Exercise prompt -> What you return should be the full listing, exactly as given.

Data provided ->
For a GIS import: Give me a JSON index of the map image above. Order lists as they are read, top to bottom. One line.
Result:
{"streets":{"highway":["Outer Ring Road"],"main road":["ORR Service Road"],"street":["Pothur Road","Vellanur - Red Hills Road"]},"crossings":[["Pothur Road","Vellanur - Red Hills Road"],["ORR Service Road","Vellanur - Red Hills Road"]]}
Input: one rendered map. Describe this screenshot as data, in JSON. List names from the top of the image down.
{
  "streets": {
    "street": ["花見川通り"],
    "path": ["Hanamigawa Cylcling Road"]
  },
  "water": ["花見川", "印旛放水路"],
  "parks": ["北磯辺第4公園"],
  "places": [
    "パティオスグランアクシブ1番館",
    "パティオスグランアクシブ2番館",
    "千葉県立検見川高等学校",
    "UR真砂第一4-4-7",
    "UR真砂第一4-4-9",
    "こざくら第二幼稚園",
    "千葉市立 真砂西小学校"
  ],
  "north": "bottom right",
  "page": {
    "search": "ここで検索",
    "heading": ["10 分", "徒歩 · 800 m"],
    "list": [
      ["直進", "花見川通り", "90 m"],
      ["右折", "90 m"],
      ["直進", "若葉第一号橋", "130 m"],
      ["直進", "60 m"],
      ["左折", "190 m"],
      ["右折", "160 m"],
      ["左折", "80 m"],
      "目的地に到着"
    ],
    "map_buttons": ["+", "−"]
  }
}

Solved exercise ->
For a GIS import: Give me a JSON index of the map image above. Order lists as they are read, top to bottom. One line.
Result:
{"streets":{"highway":["Outer Ring Road"],"main road":["ORR Service Road"],"street":["Pothur Road","Vellanur - Red Hills Road"]},"crossings":[["Pothur Road","Vellanur - Red Hills Road"],["ORR Service Road","Vellanur - Red Hills Road"]]}
Input: one rendered map. Describe this screenshot as data, in JSON. List names from the top of the image down.
{
  "streets": {
    "street": ["花見川通り"],
    "path": ["Hanamigawa Cylcling Road"]
  },
  "water": ["花見川", "印旛放水路"],
  "parks": ["北磯辺第4公園"],
  "places": [
    "パティオスグランアクシブ1番館",
    "パティオスグランアクシブ2番館",
    "千葉県立検見川高等学校",
    "UR真砂第一4-4-7",
    "UR真砂第一4-4-9",
    "こざくら第二幼稚園",
    "千葉市立 真砂西小学校"
  ],
  "north": "bottom right",
  "page": {
    "search": "ここで検索",
    "heading": ["10 分", "徒歩 · 800 m"],
    "list": [
      ["直進", "花見川通り", "90 m"],
      ["右折", "90 m"],
      ["直進", "若葉第一号橋", "130 m"],
      ["直進", "60 m"],
      ["左折", "190 m"],
      ["右折", "160 m"],
      ["左折", "80 m"],
      "目的地に到着"
    ],
    "map_buttons": ["+", "−"]
  }
}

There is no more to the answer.